The GE 7FDL will inject about the same fuel as idle to start the engine, same with the older emd engines assuming you don’t manually push the lay shaft.
The newer engines like the 710 engine in the emd and the GE GEVO engine with momentarily go to full fuel for easier starting, but it’s only for a split second, same as if you manually push the lay shaft on the older units.
The main fuel consumption increase comes when the engine is cold, warming up, or building air pressure in the air system.
GE engines will notch up to 3 and hold that until the air is charged and engine temperature is in the operating range.
EMD electronic-controlled engines will jump between idle, notch 3, and notch 5. (Actually, it scared me the first time I checked the oil in one, and it randomly revved up to notch 5.
I was wondering if it had a runaway here). The older mechanical engines won’t generally rev up above idle unless it has some controller in them.
Size of the Train– Much depends on the size of the train because it varies according to the weight of cargo being added to the total weight of the train and the type of engine power and speed.
Depending on the power source, type, and year of production, a modern locomotive can have anything from 1000 to 18,000 horsepower.
Although a train engine’s average power can vary significantly, almost all available options provide a level of strength and durability that was unimaginable just a few decades ago.
Distance cover-The distance travelled, and the type of slope of the rail line can reach 50 litres of diesel per kilometre or hours worked.
I would say that less than a tenth of a gallon would be used in the actual start-up; in any case, in notch 3 with little to no load, you are looking at probably 9–12 gallons per hour, and then your average engine in low idle will run on 5–7 gallons per hour.
WHAT ENGINES ARE IN LOCOMOTIVE
There are different kinds of engines used in a locomotive. The engine can be classified into two major categories.
A locomotive engine can run with an internal combustion engine or on a steam engine.
A steam engine was initially in vogue at the early stage of locomotive production.
But because of the disadvantages of the steam engine, many locomotive manufacturers started using the internal combustion engine.
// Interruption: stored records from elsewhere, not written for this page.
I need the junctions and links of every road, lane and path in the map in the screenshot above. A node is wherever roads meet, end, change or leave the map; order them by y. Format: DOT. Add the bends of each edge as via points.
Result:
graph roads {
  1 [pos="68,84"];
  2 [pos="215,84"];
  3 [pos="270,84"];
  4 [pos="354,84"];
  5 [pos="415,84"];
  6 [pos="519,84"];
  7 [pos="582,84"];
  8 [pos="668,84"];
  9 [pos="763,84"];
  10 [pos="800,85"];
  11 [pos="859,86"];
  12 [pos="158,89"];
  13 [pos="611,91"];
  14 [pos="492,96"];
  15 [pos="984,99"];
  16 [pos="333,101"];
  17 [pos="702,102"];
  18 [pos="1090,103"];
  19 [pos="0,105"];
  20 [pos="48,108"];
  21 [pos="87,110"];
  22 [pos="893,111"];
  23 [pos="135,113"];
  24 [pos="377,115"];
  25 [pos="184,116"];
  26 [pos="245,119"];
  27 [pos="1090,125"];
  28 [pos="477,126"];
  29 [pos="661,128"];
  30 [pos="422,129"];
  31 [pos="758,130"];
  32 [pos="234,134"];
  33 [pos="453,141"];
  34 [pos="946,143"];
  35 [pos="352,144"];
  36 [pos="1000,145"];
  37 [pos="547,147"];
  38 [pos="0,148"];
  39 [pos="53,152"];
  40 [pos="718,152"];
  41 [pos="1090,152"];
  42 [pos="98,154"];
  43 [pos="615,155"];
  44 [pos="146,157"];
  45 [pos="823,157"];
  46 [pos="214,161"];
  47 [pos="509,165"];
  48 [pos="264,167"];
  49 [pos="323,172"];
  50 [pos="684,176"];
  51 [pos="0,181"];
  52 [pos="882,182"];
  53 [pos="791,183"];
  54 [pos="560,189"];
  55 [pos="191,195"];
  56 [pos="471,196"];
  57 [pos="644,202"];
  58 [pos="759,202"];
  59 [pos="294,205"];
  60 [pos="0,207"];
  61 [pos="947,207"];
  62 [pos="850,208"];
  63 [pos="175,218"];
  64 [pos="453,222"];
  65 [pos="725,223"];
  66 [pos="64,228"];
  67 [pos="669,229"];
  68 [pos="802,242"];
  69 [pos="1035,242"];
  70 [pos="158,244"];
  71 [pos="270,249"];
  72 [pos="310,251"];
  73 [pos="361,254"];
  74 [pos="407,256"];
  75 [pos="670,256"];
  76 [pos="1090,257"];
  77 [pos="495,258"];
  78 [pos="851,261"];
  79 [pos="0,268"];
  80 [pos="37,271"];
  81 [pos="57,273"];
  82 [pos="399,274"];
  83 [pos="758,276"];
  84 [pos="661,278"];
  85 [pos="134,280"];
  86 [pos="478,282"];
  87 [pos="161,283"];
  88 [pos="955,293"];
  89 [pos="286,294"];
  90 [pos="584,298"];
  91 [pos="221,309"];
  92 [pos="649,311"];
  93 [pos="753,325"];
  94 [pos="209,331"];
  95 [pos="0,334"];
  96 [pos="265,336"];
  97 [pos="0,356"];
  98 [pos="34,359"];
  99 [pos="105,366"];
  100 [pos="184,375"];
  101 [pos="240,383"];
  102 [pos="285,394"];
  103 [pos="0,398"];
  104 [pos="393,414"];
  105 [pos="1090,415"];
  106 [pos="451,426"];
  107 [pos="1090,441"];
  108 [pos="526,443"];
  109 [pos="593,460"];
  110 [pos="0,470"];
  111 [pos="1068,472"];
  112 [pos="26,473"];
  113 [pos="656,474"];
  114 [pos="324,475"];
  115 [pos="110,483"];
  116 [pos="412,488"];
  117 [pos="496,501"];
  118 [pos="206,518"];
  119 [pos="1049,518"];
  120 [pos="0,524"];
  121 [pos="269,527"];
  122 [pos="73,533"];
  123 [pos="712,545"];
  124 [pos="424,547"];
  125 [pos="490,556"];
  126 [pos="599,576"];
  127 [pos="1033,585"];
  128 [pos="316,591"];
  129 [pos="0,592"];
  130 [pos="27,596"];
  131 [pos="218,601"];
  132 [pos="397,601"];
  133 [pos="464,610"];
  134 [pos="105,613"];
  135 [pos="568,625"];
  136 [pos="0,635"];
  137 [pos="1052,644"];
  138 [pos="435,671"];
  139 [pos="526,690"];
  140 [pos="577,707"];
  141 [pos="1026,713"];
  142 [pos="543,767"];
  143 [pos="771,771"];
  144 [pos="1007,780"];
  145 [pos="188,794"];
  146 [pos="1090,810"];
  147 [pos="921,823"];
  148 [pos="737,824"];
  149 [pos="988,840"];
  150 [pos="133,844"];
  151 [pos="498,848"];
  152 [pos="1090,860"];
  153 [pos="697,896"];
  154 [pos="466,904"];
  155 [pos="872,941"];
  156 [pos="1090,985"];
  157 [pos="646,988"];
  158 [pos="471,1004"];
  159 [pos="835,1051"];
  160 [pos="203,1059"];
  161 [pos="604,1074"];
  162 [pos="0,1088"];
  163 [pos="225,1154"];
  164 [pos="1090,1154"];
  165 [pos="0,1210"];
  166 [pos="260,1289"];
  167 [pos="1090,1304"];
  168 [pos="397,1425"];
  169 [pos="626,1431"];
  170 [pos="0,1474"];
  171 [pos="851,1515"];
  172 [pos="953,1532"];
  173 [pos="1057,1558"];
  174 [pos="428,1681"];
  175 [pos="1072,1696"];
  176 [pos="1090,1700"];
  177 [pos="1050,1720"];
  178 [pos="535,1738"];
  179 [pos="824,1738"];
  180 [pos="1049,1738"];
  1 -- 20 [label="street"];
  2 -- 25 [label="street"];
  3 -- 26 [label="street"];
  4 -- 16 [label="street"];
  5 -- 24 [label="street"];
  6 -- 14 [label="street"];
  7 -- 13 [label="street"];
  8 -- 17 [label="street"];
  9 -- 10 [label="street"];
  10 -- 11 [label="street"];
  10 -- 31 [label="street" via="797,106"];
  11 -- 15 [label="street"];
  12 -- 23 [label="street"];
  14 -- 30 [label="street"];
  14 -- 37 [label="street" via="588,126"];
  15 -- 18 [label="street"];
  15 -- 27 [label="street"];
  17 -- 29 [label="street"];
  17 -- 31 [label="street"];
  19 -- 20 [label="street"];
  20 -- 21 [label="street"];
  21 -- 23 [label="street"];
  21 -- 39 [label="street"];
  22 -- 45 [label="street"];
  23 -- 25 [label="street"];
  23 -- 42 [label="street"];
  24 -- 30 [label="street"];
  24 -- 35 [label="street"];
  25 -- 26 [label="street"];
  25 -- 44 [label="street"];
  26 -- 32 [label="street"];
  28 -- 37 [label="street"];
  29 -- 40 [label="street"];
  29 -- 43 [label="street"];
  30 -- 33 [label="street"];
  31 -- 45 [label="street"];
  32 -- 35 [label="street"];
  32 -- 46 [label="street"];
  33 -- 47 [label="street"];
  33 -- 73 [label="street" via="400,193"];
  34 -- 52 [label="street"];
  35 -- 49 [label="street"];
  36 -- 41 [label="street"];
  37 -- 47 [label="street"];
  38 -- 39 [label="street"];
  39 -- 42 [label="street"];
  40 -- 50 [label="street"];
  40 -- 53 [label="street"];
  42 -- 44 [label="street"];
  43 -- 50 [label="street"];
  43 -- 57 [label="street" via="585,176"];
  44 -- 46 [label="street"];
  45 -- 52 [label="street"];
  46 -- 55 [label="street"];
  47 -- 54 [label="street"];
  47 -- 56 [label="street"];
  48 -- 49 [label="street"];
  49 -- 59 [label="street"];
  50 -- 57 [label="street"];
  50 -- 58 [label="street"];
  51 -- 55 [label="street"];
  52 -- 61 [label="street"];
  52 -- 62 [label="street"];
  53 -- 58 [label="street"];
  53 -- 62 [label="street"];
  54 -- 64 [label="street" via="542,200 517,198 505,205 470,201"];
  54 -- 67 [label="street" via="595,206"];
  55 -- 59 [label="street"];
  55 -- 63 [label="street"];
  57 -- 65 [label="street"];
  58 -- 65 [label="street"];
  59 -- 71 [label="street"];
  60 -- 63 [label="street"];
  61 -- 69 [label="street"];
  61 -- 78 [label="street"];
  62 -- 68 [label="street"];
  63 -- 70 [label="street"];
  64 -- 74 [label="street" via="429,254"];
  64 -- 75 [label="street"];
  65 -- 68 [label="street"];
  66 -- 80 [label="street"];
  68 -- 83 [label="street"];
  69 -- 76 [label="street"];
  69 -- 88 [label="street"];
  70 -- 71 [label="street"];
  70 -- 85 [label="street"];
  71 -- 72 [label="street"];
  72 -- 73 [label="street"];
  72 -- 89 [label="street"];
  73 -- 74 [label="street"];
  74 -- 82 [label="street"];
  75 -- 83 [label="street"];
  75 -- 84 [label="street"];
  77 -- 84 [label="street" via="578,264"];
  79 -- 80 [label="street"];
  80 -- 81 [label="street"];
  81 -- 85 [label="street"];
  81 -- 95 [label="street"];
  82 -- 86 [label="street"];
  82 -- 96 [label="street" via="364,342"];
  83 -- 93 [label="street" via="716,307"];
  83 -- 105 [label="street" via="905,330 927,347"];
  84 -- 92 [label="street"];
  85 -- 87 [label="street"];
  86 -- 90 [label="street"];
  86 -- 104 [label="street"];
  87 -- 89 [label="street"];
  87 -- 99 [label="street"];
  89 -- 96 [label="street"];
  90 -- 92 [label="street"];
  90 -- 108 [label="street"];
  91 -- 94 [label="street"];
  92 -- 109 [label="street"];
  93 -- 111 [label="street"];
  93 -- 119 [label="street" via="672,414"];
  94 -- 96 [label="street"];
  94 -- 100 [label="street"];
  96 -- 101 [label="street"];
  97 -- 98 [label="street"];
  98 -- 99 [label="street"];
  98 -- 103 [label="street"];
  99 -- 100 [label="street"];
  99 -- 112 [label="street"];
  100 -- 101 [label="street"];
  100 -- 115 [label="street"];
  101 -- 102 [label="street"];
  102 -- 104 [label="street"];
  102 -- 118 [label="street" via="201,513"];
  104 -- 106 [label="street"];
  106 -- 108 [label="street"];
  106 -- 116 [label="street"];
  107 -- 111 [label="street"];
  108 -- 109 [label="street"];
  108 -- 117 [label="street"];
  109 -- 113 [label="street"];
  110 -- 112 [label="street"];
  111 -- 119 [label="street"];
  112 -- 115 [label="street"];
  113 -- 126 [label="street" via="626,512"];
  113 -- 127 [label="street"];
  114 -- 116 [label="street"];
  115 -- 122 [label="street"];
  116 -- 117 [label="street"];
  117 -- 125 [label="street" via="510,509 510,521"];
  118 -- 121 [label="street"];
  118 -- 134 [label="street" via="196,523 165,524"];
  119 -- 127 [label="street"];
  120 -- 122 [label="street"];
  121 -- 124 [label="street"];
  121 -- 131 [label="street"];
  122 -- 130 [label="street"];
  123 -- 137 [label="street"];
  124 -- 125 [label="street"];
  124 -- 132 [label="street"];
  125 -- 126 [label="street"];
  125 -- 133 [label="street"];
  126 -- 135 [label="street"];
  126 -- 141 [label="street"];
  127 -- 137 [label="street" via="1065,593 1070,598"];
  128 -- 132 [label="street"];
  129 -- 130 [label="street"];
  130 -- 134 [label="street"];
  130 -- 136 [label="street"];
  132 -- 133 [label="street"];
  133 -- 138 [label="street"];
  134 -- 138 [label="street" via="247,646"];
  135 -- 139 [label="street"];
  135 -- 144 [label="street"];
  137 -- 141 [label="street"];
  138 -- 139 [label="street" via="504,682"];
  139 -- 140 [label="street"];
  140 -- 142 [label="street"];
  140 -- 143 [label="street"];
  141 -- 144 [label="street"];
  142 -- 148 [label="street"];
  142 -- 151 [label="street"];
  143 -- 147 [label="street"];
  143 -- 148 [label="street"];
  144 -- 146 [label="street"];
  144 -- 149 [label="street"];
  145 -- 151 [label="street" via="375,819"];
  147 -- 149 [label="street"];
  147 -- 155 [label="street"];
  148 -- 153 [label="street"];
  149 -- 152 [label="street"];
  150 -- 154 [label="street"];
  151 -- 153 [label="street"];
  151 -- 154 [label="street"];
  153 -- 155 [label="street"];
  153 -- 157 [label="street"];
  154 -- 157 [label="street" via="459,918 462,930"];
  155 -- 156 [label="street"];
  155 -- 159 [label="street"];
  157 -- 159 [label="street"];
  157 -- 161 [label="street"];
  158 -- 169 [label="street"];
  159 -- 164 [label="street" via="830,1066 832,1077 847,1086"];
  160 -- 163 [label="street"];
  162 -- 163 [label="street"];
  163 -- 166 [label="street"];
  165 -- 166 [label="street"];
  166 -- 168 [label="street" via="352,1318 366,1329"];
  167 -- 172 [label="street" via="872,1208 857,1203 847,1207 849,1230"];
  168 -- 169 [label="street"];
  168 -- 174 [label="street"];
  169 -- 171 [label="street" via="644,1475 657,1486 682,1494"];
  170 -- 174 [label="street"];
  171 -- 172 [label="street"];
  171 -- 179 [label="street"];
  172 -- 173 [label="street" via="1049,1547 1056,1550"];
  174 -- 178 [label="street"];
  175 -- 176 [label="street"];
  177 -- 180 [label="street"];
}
The internal combustion engine reduced environmental pollution, making it acceptable in many countries.
Examples of such engines that can be found in locomotives are
- CUMMINS
- CATERPILLAR
- DETROIT
- MTU
These are just a few on the list. Many other heavy-duty engines can still also be used in the train engine.
TRAIN ENGINE STARTING SOUND
Unlike trucks or vehicles with different sounds, trains usually have identical sounds, especially when they are of the same model of the same manufacturers.
A train whistle or air whistle (originally referred to as a steam trumpet) is an audible signalling device on a steam locomotive used to warn that the train is approaching and to communicate with rail workers.
The chimes that make up a train horn’s many horn units each emit a distinct note when combined to Sound like a chord.
The five-chime horn seen is a Nathan model M5. The most widely used locomotive horn on North American railroads is the Leslie S3L.
Sometimes it sounds like Choo, chug, and chuff are onomatopoeic words for the Sound a steam train makes.
In BE, choo-choo and (less commonly) chuff-chuff are onomatopoeic words for “train” (or, more specifically, the engine) – they are used when speaking to very young children and, thus, by very young children.
The Sound made by the locomotive is Choo-Choo, and the Sound comes up when the steam comes out of the cylinder; the train wheel fixed that. You may have come across this in real life or while watching movies.
These are a few sounds I remember produced by train based on my listening ability, which can be different from what you hear from your end.
Before the train starts, the conductor makes the following announcements: “all on board” and “steam gushes about the wheel’.